__Work to be completed__: Copy the records exactly, leaving out every picture.

(Data entries)
•••

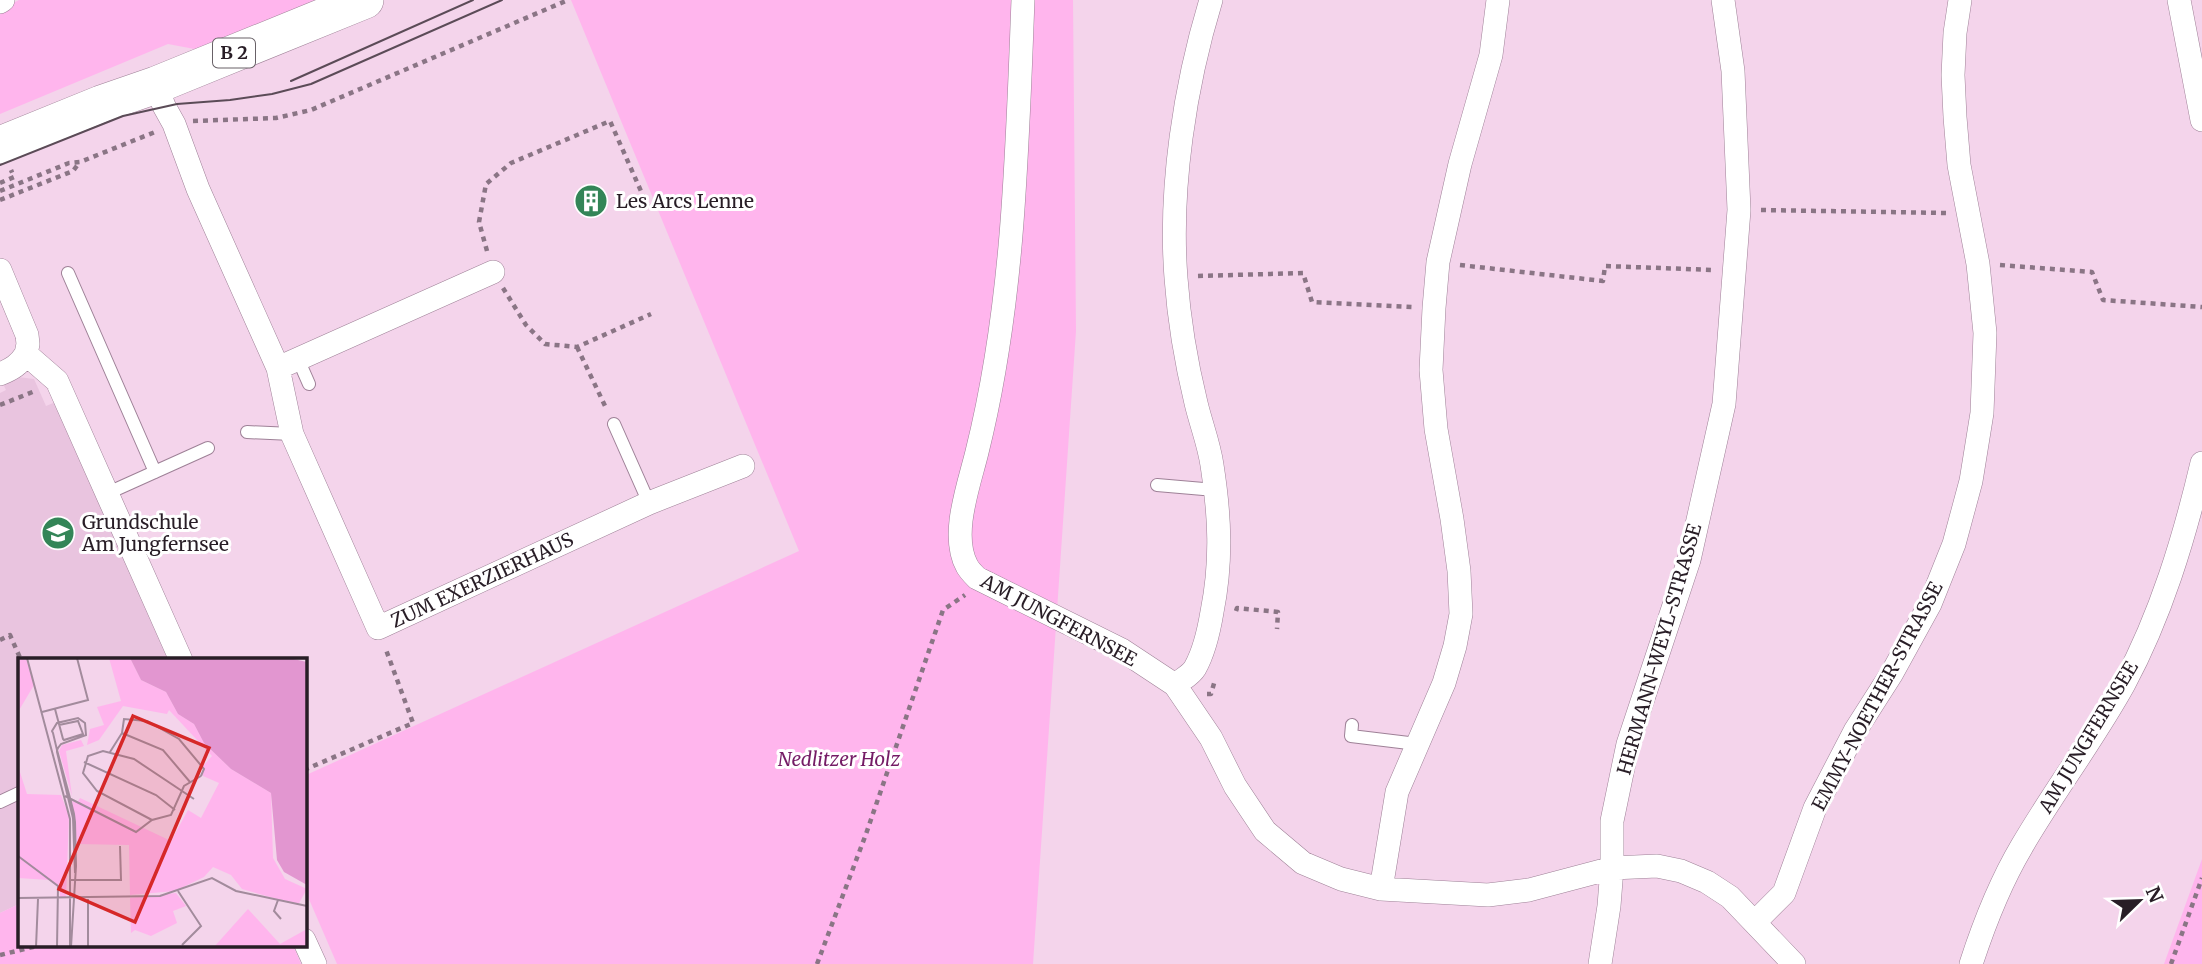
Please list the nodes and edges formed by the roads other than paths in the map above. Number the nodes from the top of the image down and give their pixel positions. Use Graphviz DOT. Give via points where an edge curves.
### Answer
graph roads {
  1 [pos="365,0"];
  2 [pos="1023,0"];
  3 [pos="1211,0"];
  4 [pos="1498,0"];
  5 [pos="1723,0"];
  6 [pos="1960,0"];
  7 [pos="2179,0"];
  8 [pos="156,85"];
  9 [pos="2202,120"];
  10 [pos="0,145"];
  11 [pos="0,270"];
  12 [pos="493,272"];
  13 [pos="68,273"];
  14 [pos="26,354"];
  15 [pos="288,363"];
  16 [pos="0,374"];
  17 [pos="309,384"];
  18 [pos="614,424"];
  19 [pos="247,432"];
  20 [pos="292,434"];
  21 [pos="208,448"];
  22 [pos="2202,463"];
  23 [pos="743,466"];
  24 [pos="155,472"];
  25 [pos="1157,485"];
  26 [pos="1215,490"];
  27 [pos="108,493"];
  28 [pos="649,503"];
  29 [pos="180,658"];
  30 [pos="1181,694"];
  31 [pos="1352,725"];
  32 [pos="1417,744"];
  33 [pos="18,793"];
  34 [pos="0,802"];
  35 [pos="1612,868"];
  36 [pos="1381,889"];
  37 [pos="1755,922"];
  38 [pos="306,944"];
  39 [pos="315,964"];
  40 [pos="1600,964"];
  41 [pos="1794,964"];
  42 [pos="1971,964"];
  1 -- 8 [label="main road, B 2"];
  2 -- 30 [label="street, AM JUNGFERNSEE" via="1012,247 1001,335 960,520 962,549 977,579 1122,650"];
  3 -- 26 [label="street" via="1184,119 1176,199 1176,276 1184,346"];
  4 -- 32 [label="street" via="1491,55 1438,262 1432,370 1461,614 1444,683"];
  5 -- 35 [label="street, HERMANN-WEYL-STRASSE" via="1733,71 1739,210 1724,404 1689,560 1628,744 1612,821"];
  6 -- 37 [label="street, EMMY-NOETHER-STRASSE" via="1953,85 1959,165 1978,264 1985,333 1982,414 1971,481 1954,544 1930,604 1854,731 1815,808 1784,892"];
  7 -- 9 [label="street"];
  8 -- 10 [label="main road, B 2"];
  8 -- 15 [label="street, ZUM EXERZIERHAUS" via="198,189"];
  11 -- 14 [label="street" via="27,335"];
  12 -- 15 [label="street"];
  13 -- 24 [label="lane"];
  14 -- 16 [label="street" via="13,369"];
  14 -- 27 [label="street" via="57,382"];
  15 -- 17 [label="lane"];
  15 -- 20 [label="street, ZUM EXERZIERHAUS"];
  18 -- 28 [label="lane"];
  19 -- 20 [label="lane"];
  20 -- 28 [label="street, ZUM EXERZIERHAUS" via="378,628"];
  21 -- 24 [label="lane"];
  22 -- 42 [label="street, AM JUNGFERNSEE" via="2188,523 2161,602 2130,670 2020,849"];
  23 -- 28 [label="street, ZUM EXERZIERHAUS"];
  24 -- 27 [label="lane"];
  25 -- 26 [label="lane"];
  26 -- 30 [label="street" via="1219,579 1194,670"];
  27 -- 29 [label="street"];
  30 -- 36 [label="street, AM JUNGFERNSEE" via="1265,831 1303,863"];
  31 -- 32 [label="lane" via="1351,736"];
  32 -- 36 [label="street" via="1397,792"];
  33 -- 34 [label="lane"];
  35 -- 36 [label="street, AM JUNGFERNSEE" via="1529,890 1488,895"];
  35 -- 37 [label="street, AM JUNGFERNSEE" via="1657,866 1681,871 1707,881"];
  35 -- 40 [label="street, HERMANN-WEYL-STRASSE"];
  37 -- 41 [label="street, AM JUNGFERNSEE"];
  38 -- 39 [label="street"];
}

•••

__Result of the task__:
Please list the nodes and edges formed by the roads other than paths in the map above. Number the nodes from the top of the image down and give their pixel positions. Use Graphviz DOT. Give via points where an edge curves.
### Answer
graph roads {
  1 [pos="365,0"];
  2 [pos="1023,0"];
  3 [pos="1211,0"];
  4 [pos="1498,0"];
  5 [pos="1723,0"];
  6 [pos="1960,0"];
  7 [pos="2179,0"];
  8 [pos="156,85"];
  9 [pos="2202,120"];
  10 [pos="0,145"];
  11 [pos="0,270"];
  12 [pos="493,272"];
  13 [pos="68,273"];
  14 [pos="26,354"];
  15 [pos="288,363"];
  16 [pos="0,374"];
  17 [pos="309,384"];
  18 [pos="614,424"];
  19 [pos="247,432"];
  20 [pos="292,434"];
  21 [pos="208,448"];
  22 [pos="2202,463"];
  23 [pos="743,466"];
  24 [pos="155,472"];
  25 [pos="1157,485"];
  26 [pos="1215,490"];
  27 [pos="108,493"];
  28 [pos="649,503"];
  29 [pos="180,658"];
  30 [pos="1181,694"];
  31 [pos="1352,725"];
  32 [pos="1417,744"];
  33 [pos="18,793"];
  34 [pos="0,802"];
  35 [pos="1612,868"];
  36 [pos="1381,889"];
  37 [pos="1755,922"];
  38 [pos="306,944"];
  39 [pos="315,964"];
  40 [pos="1600,964"];
  41 [pos="1794,964"];
  42 [pos="1971,964"];
  1 -- 8 [label="main road, B 2"];
  2 -- 30 [label="street, AM JUNGFERNSEE" via="1012,247 1001,335 960,520 962,549 977,579 1122,650"];
  3 -- 26 [label="street" via="1184,119 1176,199 1176,276 1184,346"];
  4 -- 32 [label="street" via="1491,55 1438,262 1432,370 1461,614 1444,683"];
  5 -- 35 [label="street, HERMANN-WEYL-STRASSE" via="1733,71 1739,210 1724,404 1689,560 1628,744 1612,821"];
  6 -- 37 [label="street, EMMY-NOETHER-STRASSE" via="1953,85 1959,165 1978,264 1985,333 1982,414 1971,481 1954,544 1930,604 1854,731 1815,808 1784,892"];
  7 -- 9 [label="street"];
  8 -- 10 [label="main road, B 2"];
  8 -- 15 [label="street, ZUM EXERZIERHAUS" via="198,189"];
  11 -- 14 [label="street" via="27,335"];
  12 -- 15 [label="street"];
  13 -- 24 [label="lane"];
  14 -- 16 [label="street" via="13,369"];
  14 -- 27 [label="street" via="57,382"];
  15 -- 17 [label="lane"];
  15 -- 20 [label="street, ZUM EXERZIERHAUS"];
  18 -- 28 [label="lane"];
  19 -- 20 [label="lane"];
  20 -- 28 [label="street, ZUM EXERZIERHAUS" via="378,628"];
  21 -- 24 [label="lane"];
  22 -- 42 [label="street, AM JUNGFERNSEE" via="2188,523 2161,602 2130,670 2020,849"];
  23 -- 28 [label="street, ZUM EXERZIERHAUS"];
  24 -- 27 [label="lane"];
  25 -- 26 [label="lane"];
  26 -- 30 [label="street" via="1219,579 1194,670"];
  27 -- 29 [label="street"];
  30 -- 36 [label="street, AM JUNGFERNSEE" via="1265,831 1303,863"];
  31 -- 32 [label="lane" via="1351,736"];
  32 -- 36 [label="street" via="1397,792"];
  33 -- 34 [label="lane"];
  35 -- 36 [label="street, AM JUNGFERNSEE" via="1529,890 1488,895"];
  35 -- 37 [label="street, AM JUNGFERNSEE" via="1657,866 1681,871 1707,881"];
  35 -- 40 [label="street, HERMANN-WEYL-STRASSE"];
  37 -- 41 [label="street, AM JUNGFERNSEE"];
  38 -- 39 [label="street"];
}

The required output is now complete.